All the lines below should appear again unchanged, though their pictures should not.

• **RECORDS FOR PROCESSING**:
**********

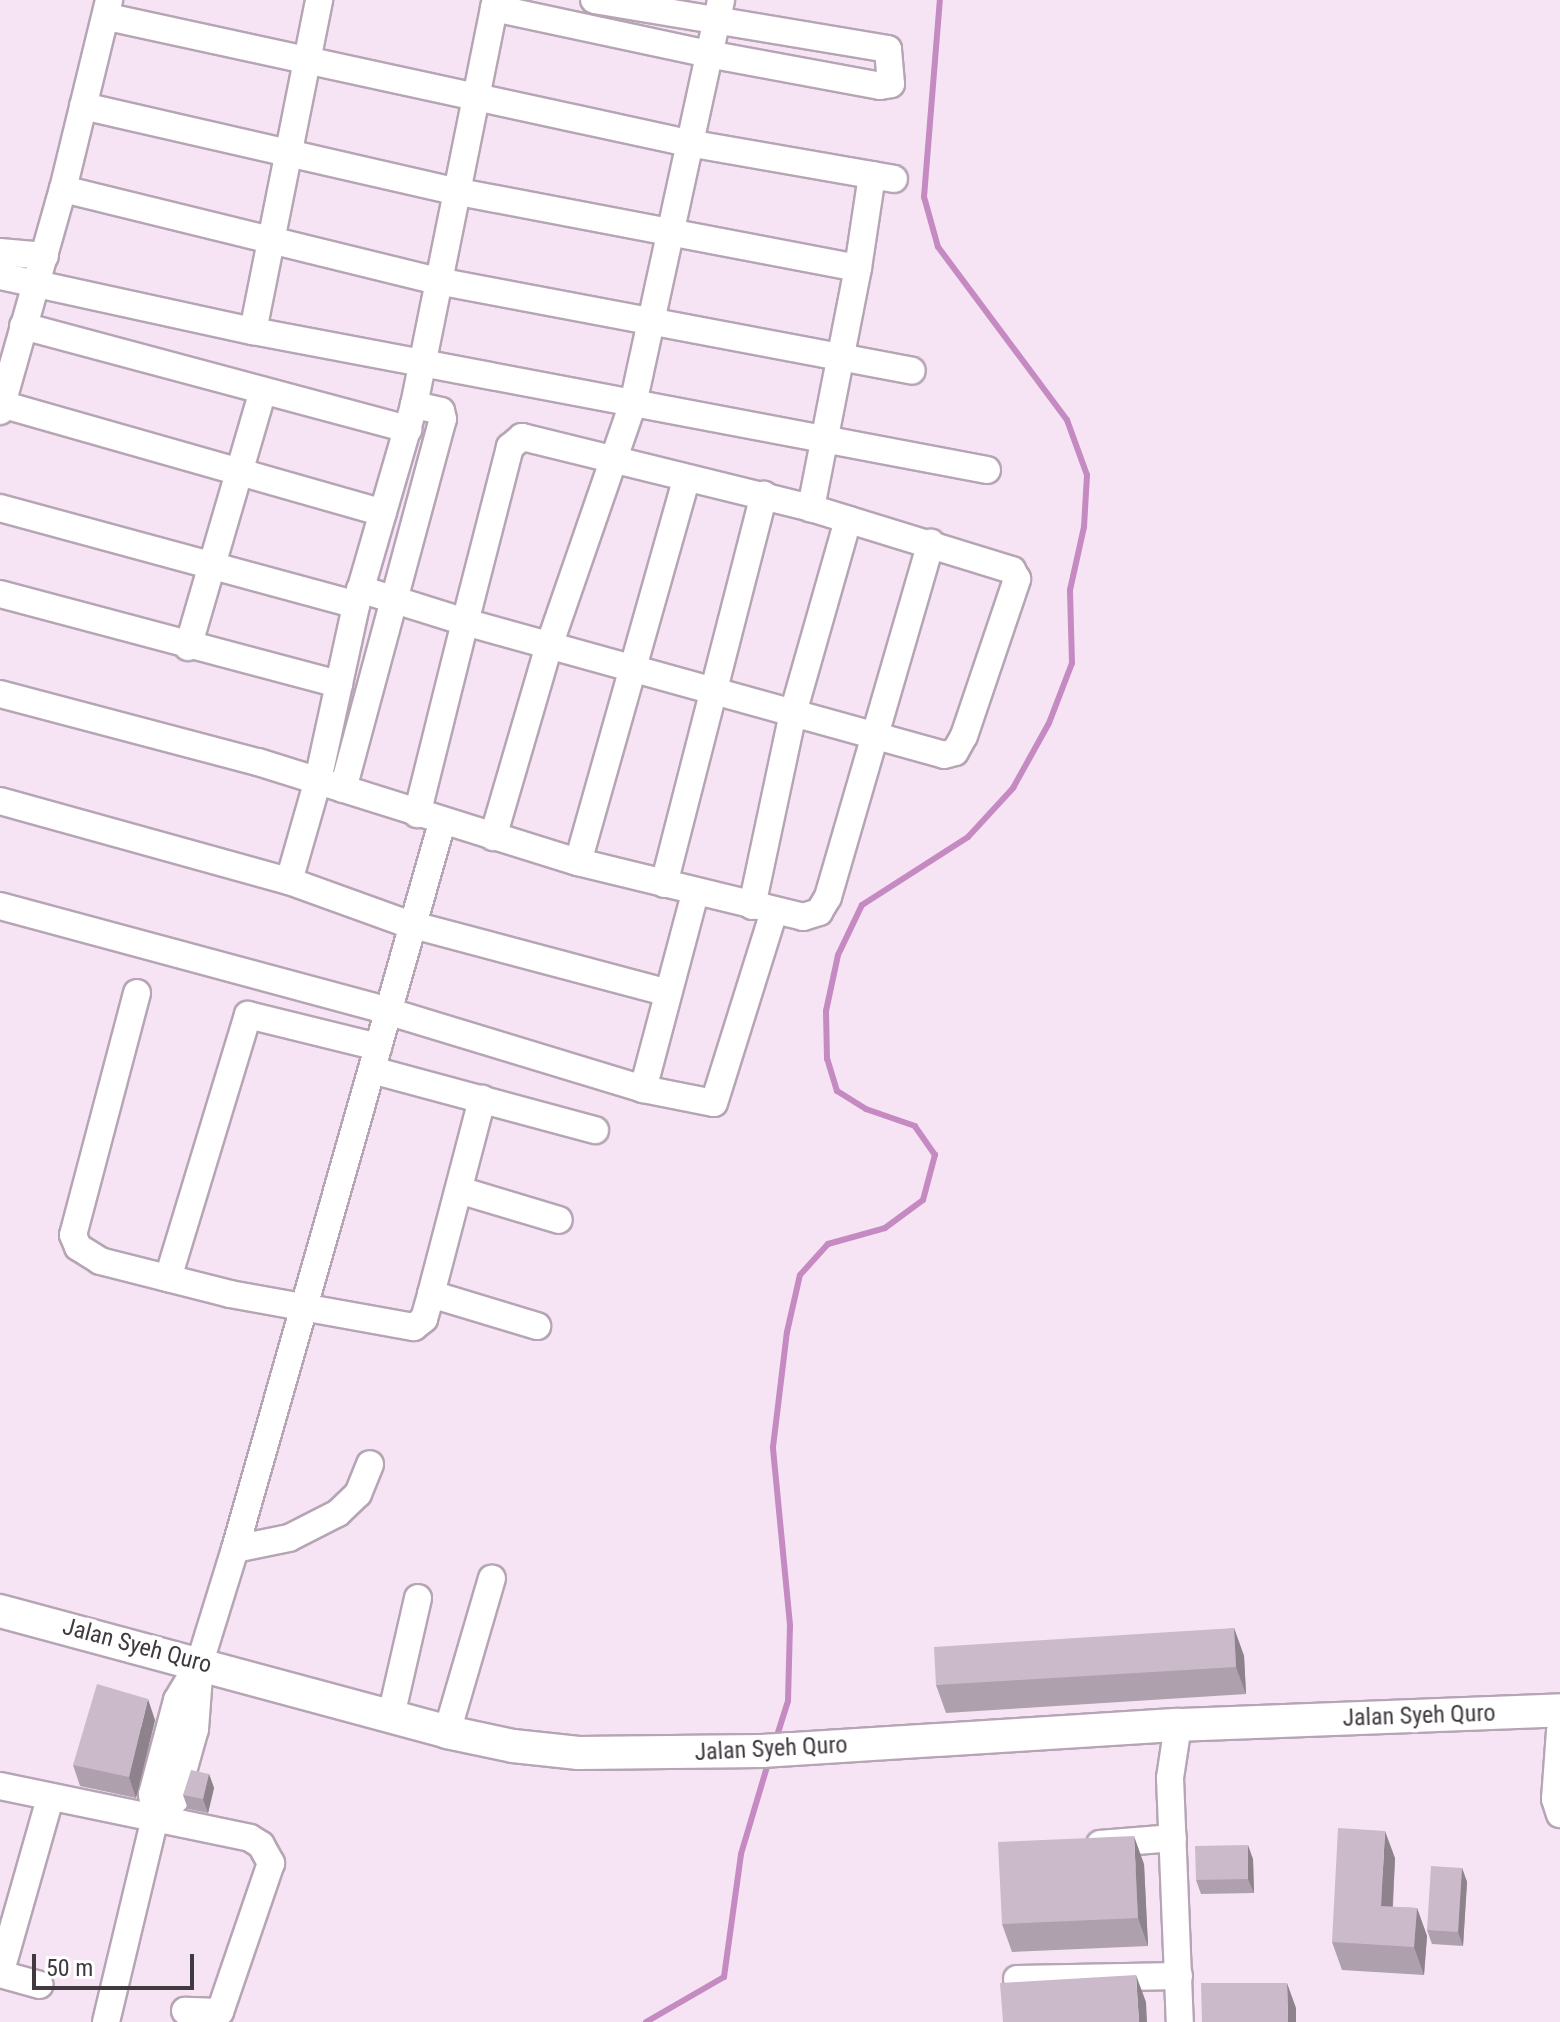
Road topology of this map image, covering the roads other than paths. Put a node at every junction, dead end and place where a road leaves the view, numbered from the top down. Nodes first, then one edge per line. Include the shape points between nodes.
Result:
1 (319, 0) edge
2 (594, 0) edge
3 (495, 4) edge
4 (108, 8) edge
5 (718, 12) edge
6 (708, 54) junction
7 (308, 60) junction
8 (474, 98) junction
9 (83, 106) junction
10 (688, 143) junction
11 (291, 150) junction
12 (63, 189) junction
13 (454, 191) junction
14 (671, 229) junction
15 (273, 243) junction
16 (0, 252) edge
17 (45, 256) junction
18 (858, 268) junction
19 (0, 276) edge
20 (437, 281) junction
21 (36, 284) junction
22 (650, 321) junction
23 (23, 326) junction
24 (253, 331) junction
25 (844, 355) junction
26 (423, 363) junction
27 (8, 366) edge
28 (912, 371) dead end
29 (262, 394) junction
30 (633, 404) junction
31 (1, 408) edge
32 (411, 417) junction
33 (823, 443) junction
34 (610, 460) junction
35 (987, 470) dead end
36 (241, 471) junction
37 (687, 478) junction
38 (764, 495) junction
39 (0, 508) edge
40 (811, 508) junction
41 (383, 513) junction
42 (848, 520) junction
43 (931, 543) junction
44 (215, 565) junction
45 (0, 594) edge
46 (358, 597) junction
47 (393, 601) junction
48 (465, 622) junction
49 (549, 646) junction
50 (188, 647) junction
51 (629, 668) junction
52 (339, 684) junction
53 (711, 690) junction
54 (0, 694) edge
55 (793, 713) junction
56 (873, 736) junction
57 (318, 780) junction
58 (343, 789) junction
59 (0, 801) edge
60 (430, 819) junction
61 (493, 837) junction
62 (578, 862) junction
63 (289, 881) junction
64 (664, 884) junction
65 (695, 893) junction
66 (0, 906) edge
67 (763, 909) junction
68 (407, 923) junction
69 (666, 992) junction
70 (137, 993) dead end
71 (382, 1011) junction
72 (372, 1055) junction
73 (643, 1089) junction
74 (482, 1099) junction
75 (595, 1130) dead end
76 (459, 1190) junction
77 (559, 1220) dead end
78 (168, 1278) junction
79 (431, 1294) junction
80 (297, 1305) junction
81 (537, 1326) dead end
82 (370, 1464) dead end
83 (235, 1549) junction
84 (492, 1578) dead end
85 (418, 1598) dead end
86 (0, 1611) edge
87 (200, 1662) junction
88 (1560, 1710) edge
89 (391, 1716) junction
90 (1178, 1725) junction
91 (1560, 1731) edge
92 (447, 1732) junction
93 (0, 1786) edge
94 (50, 1798) junction
95 (1560, 1814) edge
96 (155, 1818) junction
97 (1173, 1838) junction
98 (1071, 1846) edge
99 (0, 1974) edge
100 (1179, 1976) junction
101 (1017, 1979) edge
102 (40, 1985) dead end
103 (185, 2011) dead end
104 (106, 2022) edge
105 (1180, 2022) edge

1 - 7 street
2 - 5 street
3 - 6 street
3 - 8 street
4 - 7 street
4 - 9 street
5 - 6 street
5 - 6 street via 888,49 891,84
6 - 10 street
7 - 8 street
7 - 11 street
8 - 10 street
8 - 13 street
9 - 11 street
9 - 12 street
10 - 14 street
10 - 18 street via 883,177
11 - 13 street
11 - 15 street
12 - 15 street
12 - 17 street
13 - 14 street
13 - 20 street
14 - 18 street
14 - 22 street
15 - 20 street
15 - 24 street
16 - 17 street
17 - 21 street
18 - 25 street
19 - 21 street
20 - 22 street
20 - 26 street
21 - 23 street
21 - 24 street
22 - 25 street
22 - 30 street
23 - 27 street
23 - 29 street
24 - 26 street
25 - 28 street
25 - 33 street
26 - 30 street
26 - 32 street
27 - 31 street
29 - 32 street
29 - 36 street
30 - 33 street
30 - 34 street
31 - 36 street
32 - 41 street
32 - 47 street via 441,411 443,419
33 - 35 street
33 - 40 street
34 - 37 street
34 - 48 street via 528,437 516,440
34 - 49 street
36 - 41 street
36 - 44 street
37 - 38 street
37 - 51 street
38 - 40 street
38 - 53 street
39 - 44 street
40 - 42 street
41 - 46 street
42 - 43 street
42 - 55 street
43 - 56 street
43 - 56 street via 1012,570 1017,582 955,752 944,755
44 - 46 street
44 - 50 street
45 - 50 street
46 - 47 street
46 - 52 street
47 - 48 street
47 - 58 street
48 - 49 street
48 - 60 street
49 - 51 street
49 - 61 street
50 - 52 street
51 - 53 street
51 - 62 street
52 - 57 street
53 - 55 street
53 - 64 street
54 - 57 street
55 - 56 street
55 - 67 street
56 - 67 street via 828,897 819,912 803,917
57 - 58 street
57 - 63 street
58 - 60 street
59 - 63 street
60 - 61 street
60 - 68 street
61 - 62 street
62 - 64 street
63 - 68 street
64 - 65 street
65 - 67 street
65 - 69 street
66 - 71 street
67 - 73 street via 714,1103
68 - 69 street
68 - 71 street
69 - 73 street
70 - 78 street via 73,1235 78,1247 100,1261
71 - 72 street
71 - 73 street
72 - 74 street
72 - 78 street via 248,1015
72 - 80 street
74 - 75 street
74 - 76 street
76 - 77 street
76 - 79 street
78 - 80 street
79 - 80 street via 424,1319 401,1328
79 - 81 street
80 - 83 street via 294,1349 283,1368
82 - 83 street via 358,1494 338,1513 289,1538
83 - 87 street
84 - 92 street
85 - 89 street
86 - 87 main road, Jalan Syeh Quro
87 - 89 main road, Jalan Syeh Quro
87 - 96 street via 177,1700 152,1794
88 - 90 main road, Jalan Syeh Quro
89 - 92 main road, Jalan Syeh Quro
90 - 92 main road, Jalan Syeh Quro via 762,1751 579,1753
90 - 97 street via 1170,1778
91 - 95 street via 1555,1799
93 - 94 street
94 - 96 street
94 - 99 street
96 - 103 street via 250,1838 271,1863 220,2012
96 - 104 street
97 - 98 street
97 - 100 street
99 - 102 street
100 - 101 street
100 - 105 street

**********

• **TASK OUTPUT**:
Road topology of this map image, covering the roads other than paths. Put a node at every junction, dead end and place where a road leaves the view, numbered from the top down. Nodes first, then one edge per line. Include the shape points between nodes.
Result:
1 (319, 0) edge
2 (594, 0) edge
3 (495, 4) edge
4 (108, 8) edge
5 (718, 12) edge
6 (708, 54) junction
7 (308, 60) junction
8 (474, 98) junction
9 (83, 106) junction
10 (688, 143) junction
11 (291, 150) junction
12 (63, 189) junction
13 (454, 191) junction
14 (671, 229) junction
15 (273, 243) junction
16 (0, 252) edge
17 (45, 256) junction
18 (858, 268) junction
19 (0, 276) edge
20 (437, 281) junction
21 (36, 284) junction
22 (650, 321) junction
23 (23, 326) junction
24 (253, 331) junction
25 (844, 355) junction
26 (423, 363) junction
27 (8, 366) edge
28 (912, 371) dead end
29 (262, 394) junction
30 (633, 404) junction
31 (1, 408) edge
32 (411, 417) junction
33 (823, 443) junction
34 (610, 460) junction
35 (987, 470) dead end
36 (241, 471) junction
37 (687, 478) junction
38 (764, 495) junction
39 (0, 508) edge
40 (811, 508) junction
41 (383, 513) junction
42 (848, 520) junction
43 (931, 543) junction
44 (215, 565) junction
45 (0, 594) edge
46 (358, 597) junction
47 (393, 601) junction
48 (465, 622) junction
49 (549, 646) junction
50 (188, 647) junction
51 (629, 668) junction
52 (339, 684) junction
53 (711, 690) junction
54 (0, 694) edge
55 (793, 713) junction
56 (873, 736) junction
57 (318, 780) junction
58 (343, 789) junction
59 (0, 801) edge
60 (430, 819) junction
61 (493, 837) junction
62 (578, 862) junction
63 (289, 881) junction
64 (664, 884) junction
65 (695, 893) junction
66 (0, 906) edge
67 (763, 909) junction
68 (407, 923) junction
69 (666, 992) junction
70 (137, 993) dead end
71 (382, 1011) junction
72 (372, 1055) junction
73 (643, 1089) junction
74 (482, 1099) junction
75 (595, 1130) dead end
76 (459, 1190) junction
77 (559, 1220) dead end
78 (168, 1278) junction
79 (431, 1294) junction
80 (297, 1305) junction
81 (537, 1326) dead end
82 (370, 1464) dead end
83 (235, 1549) junction
84 (492, 1578) dead end
85 (418, 1598) dead end
86 (0, 1611) edge
87 (200, 1662) junction
88 (1560, 1710) edge
89 (391, 1716) junction
90 (1178, 1725) junction
91 (1560, 1731) edge
92 (447, 1732) junction
93 (0, 1786) edge
94 (50, 1798) junction
95 (1560, 1814) edge
96 (155, 1818) junction
97 (1173, 1838) junction
98 (1071, 1846) edge
99 (0, 1974) edge
100 (1179, 1976) junction
101 (1017, 1979) edge
102 (40, 1985) dead end
103 (185, 2011) dead end
104 (106, 2022) edge
105 (1180, 2022) edge

1 - 7 street
2 - 5 street
3 - 6 street
3 - 8 street
4 - 7 street
4 - 9 street
5 - 6 street
5 - 6 street via 888,49 891,84
6 - 10 street
7 - 8 street
7 - 11 street
8 - 10 street
8 - 13 street
9 - 11 street
9 - 12 street
10 - 14 street
10 - 18 street via 883,177
11 - 13 street
11 - 15 street
12 - 15 street
12 - 17 street
13 - 14 street
13 - 20 street
14 - 18 street
14 - 22 street
15 - 20 street
15 - 24 street
16 - 17 street
17 - 21 street
18 - 25 street
19 - 21 street
20 - 22 street
20 - 26 street
21 - 23 street
21 - 24 street
22 - 25 street
22 - 30 street
23 - 27 street
23 - 29 street
24 - 26 street
25 - 28 street
25 - 33 street
26 - 30 street
26 - 32 street
27 - 31 street
29 - 32 street
29 - 36 street
30 - 33 street
30 - 34 street
31 - 36 street
32 - 41 street
32 - 47 street via 441,411 443,419
33 - 35 street
33 - 40 street
34 - 37 street
34 - 48 street via 528,437 516,440
34 - 49 street
36 - 41 street
36 - 44 street
37 - 38 street
37 - 51 street
38 - 40 street
38 - 53 street
39 - 44 street
40 - 42 street
41 - 46 street
42 - 43 street
42 - 55 street
43 - 56 street
43 - 56 street via 1012,570 1017,582 955,752 944,755
44 - 46 street
44 - 50 street
45 - 50 street
46 - 47 street
46 - 52 street
47 - 48 street
47 - 58 street
48 - 49 street
48 - 60 street
49 - 51 street
49 - 61 street
50 - 52 street
51 - 53 street
51 - 62 street
52 - 57 street
53 - 55 street
53 - 64 street
54 - 57 street
55 - 56 street
55 - 67 street
56 - 67 street via 828,897 819,912 803,917
57 - 58 street
57 - 63 street
58 - 60 street
59 - 63 street
60 - 61 street
60 - 68 street
61 - 62 street
62 - 64 street
63 - 68 street
64 - 65 street
65 - 67 street
65 - 69 street
66 - 71 street
67 - 73 street via 714,1103
68 - 69 street
68 - 71 street
69 - 73 street
70 - 78 street via 73,1235 78,1247 100,1261
71 - 72 street
71 - 73 street
72 - 74 street
72 - 78 street via 248,1015
72 - 80 street
74 - 75 street
74 - 76 street
76 - 77 street
76 - 79 street
78 - 80 street
79 - 80 street via 424,1319 401,1328
79 - 81 street
80 - 83 street via 294,1349 283,1368
82 - 83 street via 358,1494 338,1513 289,1538
83 - 87 street
84 - 92 street
85 - 89 street
86 - 87 main road, Jalan Syeh Quro
87 - 89 main road, Jalan Syeh Quro
87 - 96 street via 177,1700 152,1794
88 - 90 main road, Jalan Syeh Quro
89 - 92 main road, Jalan Syeh Quro
90 - 92 main road, Jalan Syeh Quro via 762,1751 579,1753
90 - 97 street via 1170,1778
91 - 95 street via 1555,1799
93 - 94 street
94 - 96 street
94 - 99 street
96 - 103 street via 250,1838 271,1863 220,2012
96 - 104 street
97 - 98 street
97 - 100 street
99 - 102 street
100 - 101 street
100 - 105 street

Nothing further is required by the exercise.